Cresto-Dina ha poi risposto a Serino su Dagospia, spiegando come la sua accondiscendenza fosse solo simulata. «Volevo vedere fin dove riusciva ad arrivare», ha detto. «Io ricevo le mail di Serino e intuisco che si tratta di qualcosa di strano, prima penso a uno scherzo, poi a una trappola. Voglio capire. E per riuscirci sto al gioco e rispondo a tono, vorrei capire di chi si tratta veramente e qual è lo scopo. Il gioco dura a lungo, alla fine trovo l’Alias». Cioè, Serino.

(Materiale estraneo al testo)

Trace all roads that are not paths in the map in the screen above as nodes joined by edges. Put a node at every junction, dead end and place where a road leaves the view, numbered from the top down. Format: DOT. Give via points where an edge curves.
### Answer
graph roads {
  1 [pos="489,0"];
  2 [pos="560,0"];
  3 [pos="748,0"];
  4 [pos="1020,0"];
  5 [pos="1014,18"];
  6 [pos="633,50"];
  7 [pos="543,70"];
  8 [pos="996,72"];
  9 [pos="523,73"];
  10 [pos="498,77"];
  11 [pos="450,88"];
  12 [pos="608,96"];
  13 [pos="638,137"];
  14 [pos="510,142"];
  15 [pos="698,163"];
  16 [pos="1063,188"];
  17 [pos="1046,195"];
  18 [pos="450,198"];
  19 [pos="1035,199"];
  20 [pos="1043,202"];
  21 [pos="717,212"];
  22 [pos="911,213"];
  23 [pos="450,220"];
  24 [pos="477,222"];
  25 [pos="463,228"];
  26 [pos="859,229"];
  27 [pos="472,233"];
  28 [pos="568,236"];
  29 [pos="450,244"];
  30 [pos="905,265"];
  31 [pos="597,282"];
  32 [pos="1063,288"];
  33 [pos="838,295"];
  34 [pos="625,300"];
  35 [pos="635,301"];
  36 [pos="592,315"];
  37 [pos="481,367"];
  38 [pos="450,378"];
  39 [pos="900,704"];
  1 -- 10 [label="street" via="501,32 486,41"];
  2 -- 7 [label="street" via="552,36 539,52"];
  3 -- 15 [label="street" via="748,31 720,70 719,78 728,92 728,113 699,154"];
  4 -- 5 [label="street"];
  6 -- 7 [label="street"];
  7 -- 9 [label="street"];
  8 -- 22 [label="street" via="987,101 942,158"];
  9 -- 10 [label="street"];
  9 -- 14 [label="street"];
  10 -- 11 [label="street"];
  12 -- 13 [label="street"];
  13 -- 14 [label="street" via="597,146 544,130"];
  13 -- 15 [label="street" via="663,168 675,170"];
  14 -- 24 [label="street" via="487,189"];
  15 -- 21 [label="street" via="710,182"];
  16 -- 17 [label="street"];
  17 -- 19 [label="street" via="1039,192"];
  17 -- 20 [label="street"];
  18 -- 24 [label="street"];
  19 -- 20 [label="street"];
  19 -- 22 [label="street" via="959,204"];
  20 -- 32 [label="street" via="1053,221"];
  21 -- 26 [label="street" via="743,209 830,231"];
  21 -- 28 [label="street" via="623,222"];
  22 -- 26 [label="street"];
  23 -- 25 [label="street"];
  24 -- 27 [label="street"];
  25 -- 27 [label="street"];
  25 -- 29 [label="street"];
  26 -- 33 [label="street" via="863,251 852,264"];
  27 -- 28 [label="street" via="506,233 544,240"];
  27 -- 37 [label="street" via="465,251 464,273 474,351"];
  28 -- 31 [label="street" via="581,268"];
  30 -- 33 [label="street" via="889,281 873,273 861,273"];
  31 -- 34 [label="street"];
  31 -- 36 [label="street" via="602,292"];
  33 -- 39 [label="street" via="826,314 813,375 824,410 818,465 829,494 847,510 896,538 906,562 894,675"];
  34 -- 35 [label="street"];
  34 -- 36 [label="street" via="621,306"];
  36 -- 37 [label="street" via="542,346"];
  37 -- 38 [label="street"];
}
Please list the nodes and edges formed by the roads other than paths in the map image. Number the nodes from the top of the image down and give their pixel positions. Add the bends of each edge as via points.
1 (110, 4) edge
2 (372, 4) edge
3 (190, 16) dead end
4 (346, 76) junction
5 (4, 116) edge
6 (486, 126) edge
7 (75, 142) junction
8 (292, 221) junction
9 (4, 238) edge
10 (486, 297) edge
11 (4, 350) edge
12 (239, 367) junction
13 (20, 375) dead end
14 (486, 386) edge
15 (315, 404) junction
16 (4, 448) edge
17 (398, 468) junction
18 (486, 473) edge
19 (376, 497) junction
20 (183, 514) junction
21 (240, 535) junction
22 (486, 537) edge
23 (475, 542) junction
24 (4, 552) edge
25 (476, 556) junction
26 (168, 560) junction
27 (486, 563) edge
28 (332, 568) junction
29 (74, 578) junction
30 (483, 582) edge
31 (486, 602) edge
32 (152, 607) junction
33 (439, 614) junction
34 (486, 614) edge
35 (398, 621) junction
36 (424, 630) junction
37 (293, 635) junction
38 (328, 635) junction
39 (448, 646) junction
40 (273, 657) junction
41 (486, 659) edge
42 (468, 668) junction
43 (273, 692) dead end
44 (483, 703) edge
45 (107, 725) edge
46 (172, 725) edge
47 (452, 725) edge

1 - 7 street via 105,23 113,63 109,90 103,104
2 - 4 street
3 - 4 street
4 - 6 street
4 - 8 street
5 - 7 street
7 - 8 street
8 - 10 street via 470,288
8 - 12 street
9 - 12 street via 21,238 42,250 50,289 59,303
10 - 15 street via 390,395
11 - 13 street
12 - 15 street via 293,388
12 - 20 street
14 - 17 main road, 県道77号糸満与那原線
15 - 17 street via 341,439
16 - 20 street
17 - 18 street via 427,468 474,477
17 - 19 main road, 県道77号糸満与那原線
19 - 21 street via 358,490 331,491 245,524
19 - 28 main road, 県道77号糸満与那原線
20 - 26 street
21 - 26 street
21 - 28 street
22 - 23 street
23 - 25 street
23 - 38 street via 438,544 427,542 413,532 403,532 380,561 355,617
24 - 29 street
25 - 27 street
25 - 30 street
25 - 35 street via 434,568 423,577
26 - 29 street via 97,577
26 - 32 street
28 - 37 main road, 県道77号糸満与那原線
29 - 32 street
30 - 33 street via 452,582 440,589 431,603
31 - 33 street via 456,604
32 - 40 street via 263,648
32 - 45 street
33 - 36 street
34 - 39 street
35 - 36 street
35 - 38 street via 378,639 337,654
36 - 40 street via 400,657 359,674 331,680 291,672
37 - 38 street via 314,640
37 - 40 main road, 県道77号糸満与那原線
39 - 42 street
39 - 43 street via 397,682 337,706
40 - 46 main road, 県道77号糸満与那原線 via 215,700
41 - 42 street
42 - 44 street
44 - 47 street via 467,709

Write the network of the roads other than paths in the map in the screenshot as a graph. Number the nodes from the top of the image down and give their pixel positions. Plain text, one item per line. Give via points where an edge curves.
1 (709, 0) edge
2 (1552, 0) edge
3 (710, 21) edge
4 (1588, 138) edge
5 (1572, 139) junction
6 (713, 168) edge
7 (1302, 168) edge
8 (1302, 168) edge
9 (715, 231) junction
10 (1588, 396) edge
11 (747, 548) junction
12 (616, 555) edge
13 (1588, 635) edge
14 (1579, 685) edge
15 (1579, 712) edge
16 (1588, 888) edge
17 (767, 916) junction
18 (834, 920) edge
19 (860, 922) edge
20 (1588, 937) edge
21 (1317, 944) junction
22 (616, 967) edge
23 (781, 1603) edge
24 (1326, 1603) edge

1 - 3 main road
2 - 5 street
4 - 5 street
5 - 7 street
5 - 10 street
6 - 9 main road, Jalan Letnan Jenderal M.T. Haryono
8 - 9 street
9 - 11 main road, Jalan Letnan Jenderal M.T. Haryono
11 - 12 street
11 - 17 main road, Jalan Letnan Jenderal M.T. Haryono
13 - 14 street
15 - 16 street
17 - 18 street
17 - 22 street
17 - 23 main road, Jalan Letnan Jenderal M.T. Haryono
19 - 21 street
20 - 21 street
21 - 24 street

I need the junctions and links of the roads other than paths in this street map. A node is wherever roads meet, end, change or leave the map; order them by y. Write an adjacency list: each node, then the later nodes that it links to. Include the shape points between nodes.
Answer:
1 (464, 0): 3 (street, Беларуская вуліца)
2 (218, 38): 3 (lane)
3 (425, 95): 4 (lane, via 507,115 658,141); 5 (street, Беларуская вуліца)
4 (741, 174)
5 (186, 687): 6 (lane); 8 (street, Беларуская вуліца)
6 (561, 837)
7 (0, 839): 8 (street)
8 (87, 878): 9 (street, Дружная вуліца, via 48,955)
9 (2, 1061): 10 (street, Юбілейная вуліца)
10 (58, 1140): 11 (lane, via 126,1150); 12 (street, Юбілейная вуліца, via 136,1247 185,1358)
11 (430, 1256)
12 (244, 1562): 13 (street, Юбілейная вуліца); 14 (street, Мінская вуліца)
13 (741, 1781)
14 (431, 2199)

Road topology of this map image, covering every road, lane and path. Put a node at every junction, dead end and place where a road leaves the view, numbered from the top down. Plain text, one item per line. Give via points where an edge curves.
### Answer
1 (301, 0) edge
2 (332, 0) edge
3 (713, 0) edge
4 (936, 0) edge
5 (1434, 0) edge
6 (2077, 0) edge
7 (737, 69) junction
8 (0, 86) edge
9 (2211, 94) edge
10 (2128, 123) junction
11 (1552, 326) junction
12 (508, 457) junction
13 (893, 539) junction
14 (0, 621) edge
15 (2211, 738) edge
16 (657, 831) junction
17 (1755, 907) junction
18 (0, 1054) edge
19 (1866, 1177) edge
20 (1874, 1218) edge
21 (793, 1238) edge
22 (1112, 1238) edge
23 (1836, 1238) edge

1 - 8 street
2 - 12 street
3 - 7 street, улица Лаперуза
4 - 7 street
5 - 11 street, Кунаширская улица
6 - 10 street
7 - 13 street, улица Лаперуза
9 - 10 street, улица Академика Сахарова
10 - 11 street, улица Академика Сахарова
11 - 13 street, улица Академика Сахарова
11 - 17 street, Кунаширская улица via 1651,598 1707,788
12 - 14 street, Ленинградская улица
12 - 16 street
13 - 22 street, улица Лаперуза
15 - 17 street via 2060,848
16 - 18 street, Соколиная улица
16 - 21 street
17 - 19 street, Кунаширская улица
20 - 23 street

Lo scherzo del critico letterario è figlio anche di un rapporto con Repubblica che si è deteriorato nel corso del tempo, anche per contrasti con il vicedirettore. «Quando», ricorda Serino, «proposi un inedito che Claudio Magris, storica firma del Corriere, mi aveva concesso a disposizione per Repubblica, Dario Cresto-Dina rifiutò la pubblicazione sottolineando: “Ma dopo loro cosa dicono?”». Una dimostrazione, secondo il fondatore di Satisfiction, di «un’unicità cultural-condominiale», che mortifica «la concorrenza delle firme e dei contenuti» sui quotidiani. Un pensiero unico che però talvolta sa anche essere strabico: «Mentre con una mano i giornalisti di Repubblica scrivono articoli da Soloni della moralità», chiude Serino, «con l’altra mano... pensano a Pavese».